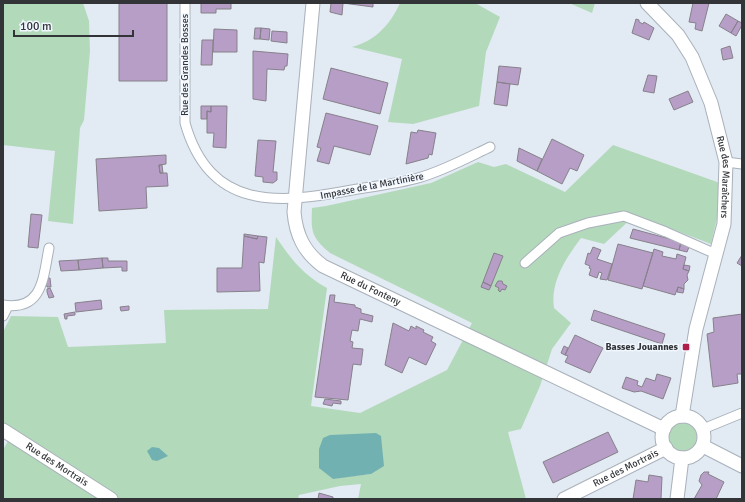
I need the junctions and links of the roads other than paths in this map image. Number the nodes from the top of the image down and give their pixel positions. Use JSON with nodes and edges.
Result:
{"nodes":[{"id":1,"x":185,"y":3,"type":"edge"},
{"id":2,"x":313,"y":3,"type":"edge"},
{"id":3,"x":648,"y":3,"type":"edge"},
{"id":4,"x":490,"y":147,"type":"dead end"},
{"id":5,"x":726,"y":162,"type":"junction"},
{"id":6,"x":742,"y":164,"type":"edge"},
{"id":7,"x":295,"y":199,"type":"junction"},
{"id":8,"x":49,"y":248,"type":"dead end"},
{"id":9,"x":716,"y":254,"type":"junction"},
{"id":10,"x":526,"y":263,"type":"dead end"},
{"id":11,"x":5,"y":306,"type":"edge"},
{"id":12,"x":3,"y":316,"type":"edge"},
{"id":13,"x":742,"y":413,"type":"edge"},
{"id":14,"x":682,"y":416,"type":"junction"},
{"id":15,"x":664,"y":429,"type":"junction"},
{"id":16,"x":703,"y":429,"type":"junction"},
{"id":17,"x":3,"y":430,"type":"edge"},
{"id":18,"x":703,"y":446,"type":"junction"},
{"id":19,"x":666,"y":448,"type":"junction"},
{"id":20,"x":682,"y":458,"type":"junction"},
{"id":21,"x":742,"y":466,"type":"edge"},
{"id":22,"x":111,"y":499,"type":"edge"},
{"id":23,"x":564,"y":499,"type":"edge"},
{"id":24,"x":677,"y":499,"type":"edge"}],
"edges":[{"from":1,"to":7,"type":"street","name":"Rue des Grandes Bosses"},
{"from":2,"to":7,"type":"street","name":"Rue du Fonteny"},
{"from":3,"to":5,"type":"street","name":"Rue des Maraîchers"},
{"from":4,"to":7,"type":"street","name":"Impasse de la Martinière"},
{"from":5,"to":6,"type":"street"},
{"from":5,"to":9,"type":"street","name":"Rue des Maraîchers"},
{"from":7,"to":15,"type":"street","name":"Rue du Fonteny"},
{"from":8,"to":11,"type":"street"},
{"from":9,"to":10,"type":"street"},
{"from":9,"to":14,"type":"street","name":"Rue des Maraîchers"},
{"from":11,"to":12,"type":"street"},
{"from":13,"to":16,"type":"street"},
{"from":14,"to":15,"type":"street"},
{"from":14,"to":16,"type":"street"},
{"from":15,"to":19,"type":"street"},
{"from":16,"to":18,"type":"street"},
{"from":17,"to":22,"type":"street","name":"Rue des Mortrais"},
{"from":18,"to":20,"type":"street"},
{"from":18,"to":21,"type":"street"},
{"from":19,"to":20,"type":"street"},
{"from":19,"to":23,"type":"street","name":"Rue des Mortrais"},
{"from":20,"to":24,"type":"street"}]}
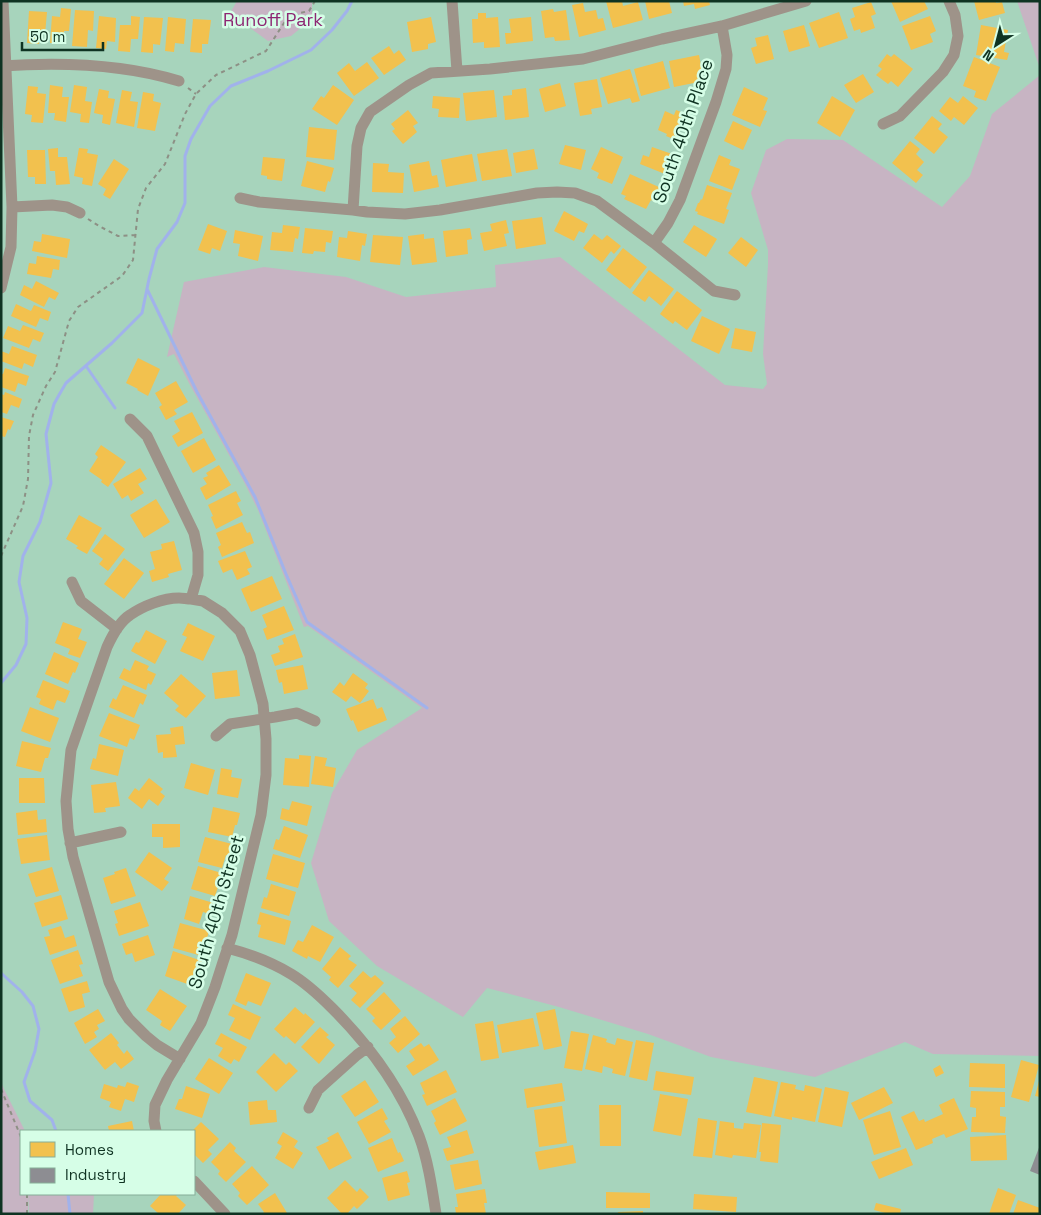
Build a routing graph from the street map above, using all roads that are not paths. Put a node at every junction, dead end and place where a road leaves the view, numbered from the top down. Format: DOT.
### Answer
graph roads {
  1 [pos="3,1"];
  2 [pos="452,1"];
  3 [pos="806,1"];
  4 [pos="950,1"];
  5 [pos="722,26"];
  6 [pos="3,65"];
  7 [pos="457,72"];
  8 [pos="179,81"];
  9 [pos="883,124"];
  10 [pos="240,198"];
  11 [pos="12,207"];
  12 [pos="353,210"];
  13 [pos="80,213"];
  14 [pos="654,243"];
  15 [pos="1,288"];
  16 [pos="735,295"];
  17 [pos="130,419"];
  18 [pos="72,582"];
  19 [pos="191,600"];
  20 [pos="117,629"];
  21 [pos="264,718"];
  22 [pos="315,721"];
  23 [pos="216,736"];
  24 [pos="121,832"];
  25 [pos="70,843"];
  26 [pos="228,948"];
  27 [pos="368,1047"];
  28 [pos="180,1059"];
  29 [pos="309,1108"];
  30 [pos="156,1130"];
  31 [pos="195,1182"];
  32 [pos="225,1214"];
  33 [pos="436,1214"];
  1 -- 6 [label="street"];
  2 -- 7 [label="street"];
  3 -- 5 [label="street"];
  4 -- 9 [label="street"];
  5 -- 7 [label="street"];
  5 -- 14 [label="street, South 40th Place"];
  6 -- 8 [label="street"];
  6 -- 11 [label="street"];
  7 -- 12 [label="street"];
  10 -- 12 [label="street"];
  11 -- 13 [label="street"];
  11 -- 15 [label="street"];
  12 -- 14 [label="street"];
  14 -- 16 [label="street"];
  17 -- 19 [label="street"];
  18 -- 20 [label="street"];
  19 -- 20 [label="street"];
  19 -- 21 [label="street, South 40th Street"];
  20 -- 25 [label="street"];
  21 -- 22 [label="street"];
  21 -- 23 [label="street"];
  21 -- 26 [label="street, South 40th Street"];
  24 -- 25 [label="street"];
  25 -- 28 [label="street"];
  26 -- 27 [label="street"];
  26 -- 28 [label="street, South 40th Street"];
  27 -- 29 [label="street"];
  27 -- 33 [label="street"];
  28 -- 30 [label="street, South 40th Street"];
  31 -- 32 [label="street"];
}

=== WHAT IS NEEDED ===
The word "paths" appears in some lines of the data. Copy every one of those lines.

=== PROBLEM SOLUTION ===
I need the junctions and links of the roads other than paths in this map image. Number the nodes from the top of the image down and give their pixel positions. Use JSON with nodes and edges.
Build a routing graph from the street map above, using all roads that are not paths. Put a node at every junction, dead end and place where a road leaves the view, numbered from the top down. Format: DOT.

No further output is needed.